A study by the World Institute for Development Economics Research at United Nations University reports that the richest 1% of adults alone owned 40% of global assets in the year 2000. The three richest people possess more financial assets than the poorest 10% of the world's population, combined. So a country might have a section of very rich people but then have rural poor living off of two dollars a day.

Effect on environmental degradation
Burning forest in Brazil. The removal of forest to make way for cattle ranching was the leading cause of deforestation in the Brazilian Amazon from the mid 1960s. Recently, soybeans have become one of the most important contributors to deforestation in the Brazilian Amazon.92

The Worldwatch Institute said the booming economies of China and India are planetary powers that are shaping the global biosphere. In 2007, China overtook the United States as the world's biggest producer of CO2. So as LDCs develop, they also pollute more.

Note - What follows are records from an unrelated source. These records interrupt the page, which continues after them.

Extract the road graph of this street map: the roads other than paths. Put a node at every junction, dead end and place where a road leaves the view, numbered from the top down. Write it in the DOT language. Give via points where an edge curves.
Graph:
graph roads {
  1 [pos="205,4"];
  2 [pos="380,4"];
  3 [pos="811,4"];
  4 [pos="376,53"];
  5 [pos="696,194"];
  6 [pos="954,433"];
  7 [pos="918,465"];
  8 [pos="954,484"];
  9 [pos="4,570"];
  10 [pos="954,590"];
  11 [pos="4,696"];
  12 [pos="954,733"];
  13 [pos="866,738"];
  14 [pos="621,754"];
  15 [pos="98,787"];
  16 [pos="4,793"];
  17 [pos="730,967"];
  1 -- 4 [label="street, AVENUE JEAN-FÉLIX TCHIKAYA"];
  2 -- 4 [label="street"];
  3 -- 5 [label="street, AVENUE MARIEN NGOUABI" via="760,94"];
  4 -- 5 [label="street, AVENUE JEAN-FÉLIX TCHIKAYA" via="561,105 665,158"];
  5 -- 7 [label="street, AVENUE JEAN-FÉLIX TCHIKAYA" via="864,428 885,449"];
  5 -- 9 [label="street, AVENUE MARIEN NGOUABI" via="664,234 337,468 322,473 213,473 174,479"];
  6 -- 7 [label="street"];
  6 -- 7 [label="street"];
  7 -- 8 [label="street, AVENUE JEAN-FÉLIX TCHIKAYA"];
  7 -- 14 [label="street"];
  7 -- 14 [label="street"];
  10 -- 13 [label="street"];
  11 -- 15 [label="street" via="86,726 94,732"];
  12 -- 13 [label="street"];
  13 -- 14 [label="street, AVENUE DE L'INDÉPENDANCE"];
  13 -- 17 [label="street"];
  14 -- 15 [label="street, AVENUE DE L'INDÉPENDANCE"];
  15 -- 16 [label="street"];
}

Critics of Globalization often argue:

* Poorer countries suffer disadvantages: While it is true that globalization encourages free trade among countries, there are also negative consequences because some countries try to save their national markets. The main export of poorer countries is usually agricultural goods. Larger countries often subsidise their farmers (like the EU Common Agricultural Policy), which lowers the market price for the poor farmer's crops compared to what it would be under free trade.
* Exploitation of foreign impoverished workers: The deterioration of protections for weaker nations by stronger industrialized powers has resulted in the exploitation of the people in those nations to become cheap labor. Due to the lack of protections, companies from powerful industrialized nations are able to offer workers enough salary to entice them to endure extremely long hours and unsafe working conditions, though economists question if consenting workers in a competitive employers' market can be decried as "exploited". It is true that the workers are free to leave their jobs, but in many poorer countries, this would mean starvation for the worker, and possible even his/her family if their previous jobs were unavailable.
* The shift to outsourcing: The low cost of offshore workers have enticed corporations to buy goods and services from foreign countries. The laid off manufacturing sector workers are forced into the service sector where wages and benefits are low, but turnover is high. This has contributed to the deterioration of the middle class which is a major factor in the increasing economic inequality in the United States . Families that were once part of the middle class are forced into lower positions by massive layoffs and outsourcing to another country. This also means that people in the lower class have a much harder time climbing out of poverty because of the absence of the middle class as a stepping stone.
* Weak labor unions: The surplus in cheap labor coupled with an ever growing number of companies in transition has caused a weakening of labor unions in the United States. Unions lose their effectiveness when their membership begins to decline. As a result unions hold less power over corporations that are able to easily replace workers, often for lower wages, and have the option to not offer unionized jobs anymore.
* Increase exploitation of child labor: for example, a country that experiencing increases in labor demand because of globalization and an increase the demand for goods produced by children, will experience greater a demand for child labor. This can be "hazardous" or "exploitive", e.g., quarrying, salvage, cash cropping but also includes the trafficking of children, children in bondage or forced labor, prostitution, pornography and other illicit activities. link)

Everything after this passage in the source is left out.